## WORK INSTRUCTIONS
Could you set down all of the data again, exactly as it stands?

Source data
══════════════════════════════

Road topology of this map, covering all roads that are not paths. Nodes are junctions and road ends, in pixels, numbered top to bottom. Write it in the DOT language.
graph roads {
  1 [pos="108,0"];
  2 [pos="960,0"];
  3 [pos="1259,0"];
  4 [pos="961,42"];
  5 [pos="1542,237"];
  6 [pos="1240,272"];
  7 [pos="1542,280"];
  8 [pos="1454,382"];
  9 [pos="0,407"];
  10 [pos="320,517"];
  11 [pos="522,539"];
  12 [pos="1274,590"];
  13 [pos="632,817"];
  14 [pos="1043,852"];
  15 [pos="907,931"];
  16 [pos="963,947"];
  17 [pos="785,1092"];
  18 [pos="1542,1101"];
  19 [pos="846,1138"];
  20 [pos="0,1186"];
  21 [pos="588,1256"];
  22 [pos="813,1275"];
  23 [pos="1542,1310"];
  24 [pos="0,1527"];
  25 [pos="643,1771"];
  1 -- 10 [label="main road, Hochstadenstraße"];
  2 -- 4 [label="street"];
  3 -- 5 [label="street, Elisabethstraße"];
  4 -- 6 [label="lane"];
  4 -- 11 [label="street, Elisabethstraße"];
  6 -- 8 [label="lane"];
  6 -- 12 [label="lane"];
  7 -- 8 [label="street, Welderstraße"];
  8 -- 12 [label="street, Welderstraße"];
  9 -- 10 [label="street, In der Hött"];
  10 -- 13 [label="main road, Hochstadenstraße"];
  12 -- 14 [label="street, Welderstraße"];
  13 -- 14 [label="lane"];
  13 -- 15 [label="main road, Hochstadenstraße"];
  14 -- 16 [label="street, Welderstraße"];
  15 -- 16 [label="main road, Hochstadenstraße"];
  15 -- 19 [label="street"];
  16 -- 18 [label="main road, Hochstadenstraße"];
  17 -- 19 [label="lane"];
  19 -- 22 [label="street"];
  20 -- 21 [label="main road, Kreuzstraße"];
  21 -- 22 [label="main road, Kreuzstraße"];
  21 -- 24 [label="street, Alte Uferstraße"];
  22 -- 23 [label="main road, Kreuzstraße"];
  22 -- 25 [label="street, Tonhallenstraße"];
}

══════════════════════════════

## EXERCISE RESPONSE
Road topology of this map, covering all roads that are not paths. Nodes are junctions and road ends, in pixels, numbered top to bottom. Write it in the DOT language.
graph roads {
  1 [pos="108,0"];
  2 [pos="960,0"];
  3 [pos="1259,0"];
  4 [pos="961,42"];
  5 [pos="1542,237"];
  6 [pos="1240,272"];
  7 [pos="1542,280"];
  8 [pos="1454,382"];
  9 [pos="0,407"];
  10 [pos="320,517"];
  11 [pos="522,539"];
  12 [pos="1274,590"];
  13 [pos="632,817"];
  14 [pos="1043,852"];
  15 [pos="907,931"];
  16 [pos="963,947"];
  17 [pos="785,1092"];
  18 [pos="1542,1101"];
  19 [pos="846,1138"];
  20 [pos="0,1186"];
  21 [pos="588,1256"];
  22 [pos="813,1275"];
  23 [pos="1542,1310"];
  24 [pos="0,1527"];
  25 [pos="643,1771"];
  1 -- 10 [label="main road, Hochstadenstraße"];
  2 -- 4 [label="street"];
  3 -- 5 [label="street, Elisabethstraße"];
  4 -- 6 [label="lane"];
  4 -- 11 [label="street, Elisabethstraße"];
  6 -- 8 [label="lane"];
  6 -- 12 [label="lane"];
  7 -- 8 [label="street, Welderstraße"];
  8 -- 12 [label="street, Welderstraße"];
  9 -- 10 [label="street, In der Hött"];
  10 -- 13 [label="main road, Hochstadenstraße"];
  12 -- 14 [label="street, Welderstraße"];
  13 -- 14 [label="lane"];
  13 -- 15 [label="main road, Hochstadenstraße"];
  14 -- 16 [label="street, Welderstraße"];
  15 -- 16 [label="main road, Hochstadenstraße"];
  15 -- 19 [label="street"];
  16 -- 18 [label="main road, Hochstadenstraße"];
  17 -- 19 [label="lane"];
  19 -- 22 [label="street"];
  20 -- 21 [label="main road, Kreuzstraße"];
  21 -- 22 [label="main road, Kreuzstraße"];
  21 -- 24 [label="street, Alte Uferstraße"];
  22 -- 23 [label="main road, Kreuzstraße"];
  22 -- 25 [label="street, Tonhallenstraße"];
}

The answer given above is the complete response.